Recorded data
○ ○ ○ ○

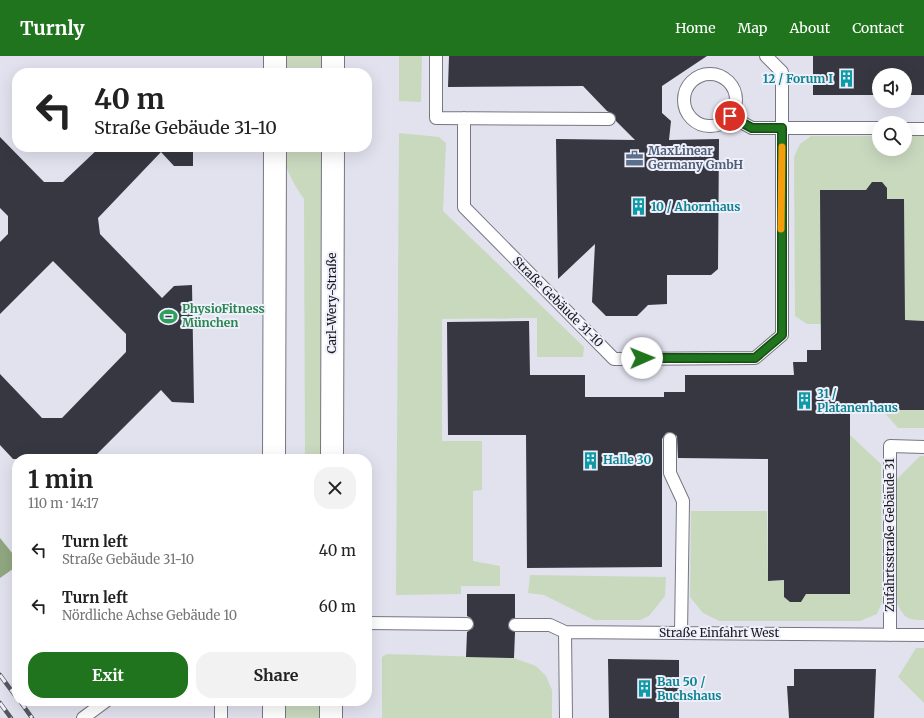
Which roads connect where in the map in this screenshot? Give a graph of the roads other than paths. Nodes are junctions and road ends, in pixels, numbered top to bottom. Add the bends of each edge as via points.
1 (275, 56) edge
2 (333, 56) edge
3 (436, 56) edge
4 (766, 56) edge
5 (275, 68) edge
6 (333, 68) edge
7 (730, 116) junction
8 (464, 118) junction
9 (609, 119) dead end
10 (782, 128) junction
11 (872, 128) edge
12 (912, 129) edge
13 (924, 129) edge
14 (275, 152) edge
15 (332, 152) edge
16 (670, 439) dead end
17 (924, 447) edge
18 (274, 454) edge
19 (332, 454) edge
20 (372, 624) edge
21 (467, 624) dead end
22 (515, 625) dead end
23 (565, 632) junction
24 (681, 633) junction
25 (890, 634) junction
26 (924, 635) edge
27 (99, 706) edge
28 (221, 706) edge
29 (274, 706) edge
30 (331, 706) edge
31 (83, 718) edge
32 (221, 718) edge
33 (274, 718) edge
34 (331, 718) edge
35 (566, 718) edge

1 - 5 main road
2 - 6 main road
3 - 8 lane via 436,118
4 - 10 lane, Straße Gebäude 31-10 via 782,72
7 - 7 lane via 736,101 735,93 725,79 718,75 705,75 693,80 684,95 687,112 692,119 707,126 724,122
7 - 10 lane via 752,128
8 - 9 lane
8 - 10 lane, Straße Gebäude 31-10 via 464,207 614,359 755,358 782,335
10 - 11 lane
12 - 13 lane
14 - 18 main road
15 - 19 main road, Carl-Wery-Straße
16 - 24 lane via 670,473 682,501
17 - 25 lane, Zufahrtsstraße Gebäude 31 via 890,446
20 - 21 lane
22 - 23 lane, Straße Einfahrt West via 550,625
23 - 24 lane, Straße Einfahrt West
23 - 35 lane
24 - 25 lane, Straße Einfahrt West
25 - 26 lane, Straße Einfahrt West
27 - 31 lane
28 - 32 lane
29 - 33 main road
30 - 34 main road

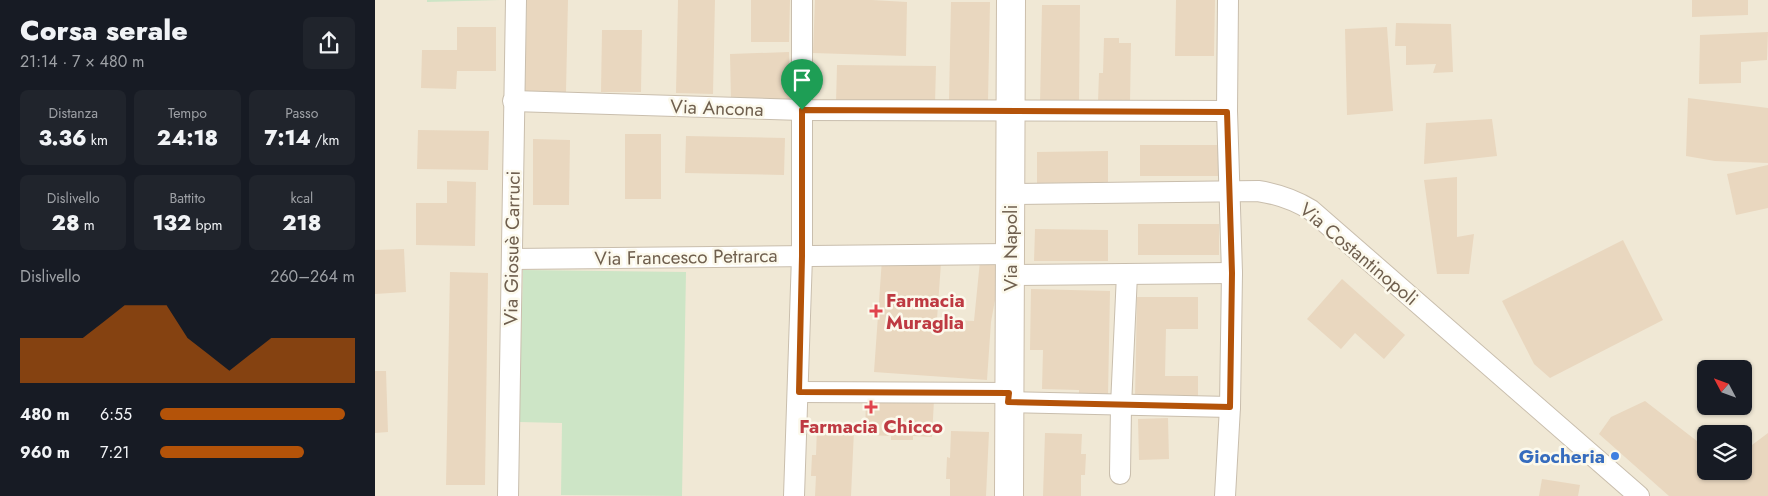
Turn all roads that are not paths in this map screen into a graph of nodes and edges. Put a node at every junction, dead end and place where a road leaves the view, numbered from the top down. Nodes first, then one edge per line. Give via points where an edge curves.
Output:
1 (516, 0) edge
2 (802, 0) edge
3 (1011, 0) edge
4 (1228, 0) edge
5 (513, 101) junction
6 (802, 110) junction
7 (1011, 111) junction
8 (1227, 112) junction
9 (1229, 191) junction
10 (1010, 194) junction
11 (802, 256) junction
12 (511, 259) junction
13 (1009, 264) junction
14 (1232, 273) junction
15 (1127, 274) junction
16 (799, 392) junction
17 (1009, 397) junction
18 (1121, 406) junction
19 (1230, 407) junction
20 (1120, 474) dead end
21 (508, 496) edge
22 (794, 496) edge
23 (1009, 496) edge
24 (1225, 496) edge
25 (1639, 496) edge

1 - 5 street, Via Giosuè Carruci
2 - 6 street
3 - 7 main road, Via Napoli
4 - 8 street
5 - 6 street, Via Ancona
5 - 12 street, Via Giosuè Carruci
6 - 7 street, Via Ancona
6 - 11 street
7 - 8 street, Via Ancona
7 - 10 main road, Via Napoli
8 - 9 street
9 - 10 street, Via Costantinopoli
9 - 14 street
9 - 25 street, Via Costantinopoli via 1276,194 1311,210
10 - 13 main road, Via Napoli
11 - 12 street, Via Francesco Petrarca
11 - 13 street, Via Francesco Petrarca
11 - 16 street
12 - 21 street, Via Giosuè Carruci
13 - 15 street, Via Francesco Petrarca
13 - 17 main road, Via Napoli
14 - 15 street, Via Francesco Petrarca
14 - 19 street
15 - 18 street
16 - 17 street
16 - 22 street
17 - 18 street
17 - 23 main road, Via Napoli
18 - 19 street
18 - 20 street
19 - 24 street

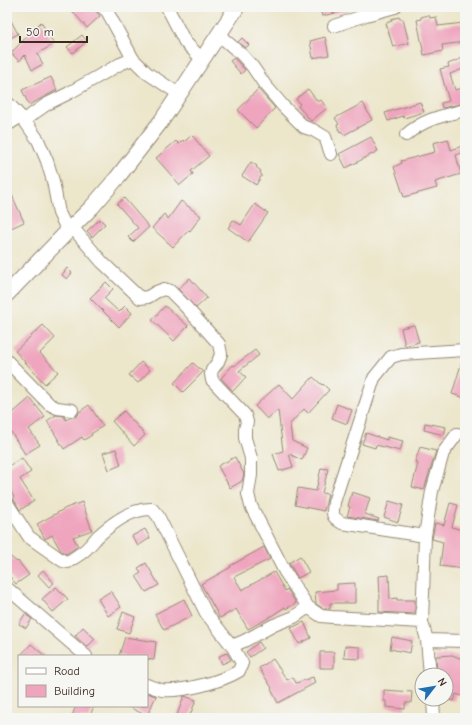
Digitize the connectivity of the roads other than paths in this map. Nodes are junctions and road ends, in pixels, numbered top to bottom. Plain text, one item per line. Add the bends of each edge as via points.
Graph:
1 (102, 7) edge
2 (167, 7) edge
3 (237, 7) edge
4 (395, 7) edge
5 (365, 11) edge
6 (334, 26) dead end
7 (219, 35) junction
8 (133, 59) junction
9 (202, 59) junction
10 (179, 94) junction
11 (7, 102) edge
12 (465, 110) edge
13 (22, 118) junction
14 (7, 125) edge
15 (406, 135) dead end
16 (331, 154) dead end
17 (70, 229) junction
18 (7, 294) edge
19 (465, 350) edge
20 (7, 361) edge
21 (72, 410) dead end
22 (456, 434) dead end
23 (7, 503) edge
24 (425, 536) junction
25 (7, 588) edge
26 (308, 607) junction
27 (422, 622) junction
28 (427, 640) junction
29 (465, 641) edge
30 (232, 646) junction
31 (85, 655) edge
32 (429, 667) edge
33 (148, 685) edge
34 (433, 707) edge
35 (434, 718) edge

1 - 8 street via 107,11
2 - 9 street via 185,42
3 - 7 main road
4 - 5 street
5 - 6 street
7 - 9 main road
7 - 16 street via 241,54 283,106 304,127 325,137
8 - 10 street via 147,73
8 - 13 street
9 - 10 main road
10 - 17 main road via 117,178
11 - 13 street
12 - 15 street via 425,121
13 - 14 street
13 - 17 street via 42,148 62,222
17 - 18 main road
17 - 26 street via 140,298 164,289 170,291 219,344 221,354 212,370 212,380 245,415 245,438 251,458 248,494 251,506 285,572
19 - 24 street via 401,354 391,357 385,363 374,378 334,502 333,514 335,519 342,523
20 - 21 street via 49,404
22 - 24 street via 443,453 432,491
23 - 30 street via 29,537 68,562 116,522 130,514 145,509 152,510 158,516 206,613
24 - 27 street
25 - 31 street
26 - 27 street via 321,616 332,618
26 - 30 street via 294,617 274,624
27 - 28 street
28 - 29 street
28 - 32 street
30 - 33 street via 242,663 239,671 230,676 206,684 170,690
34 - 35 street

○ ○ ○ ○

### What you need to do
Every line above that holds the word "Petrarca" needs to be copied.

### Solution
11 - 12 street, Via Francesco Petrarca
11 - 13 street, Via Francesco Petrarca
13 - 15 street, Via Francesco Petrarca
14 - 15 street, Via Francesco Petrarca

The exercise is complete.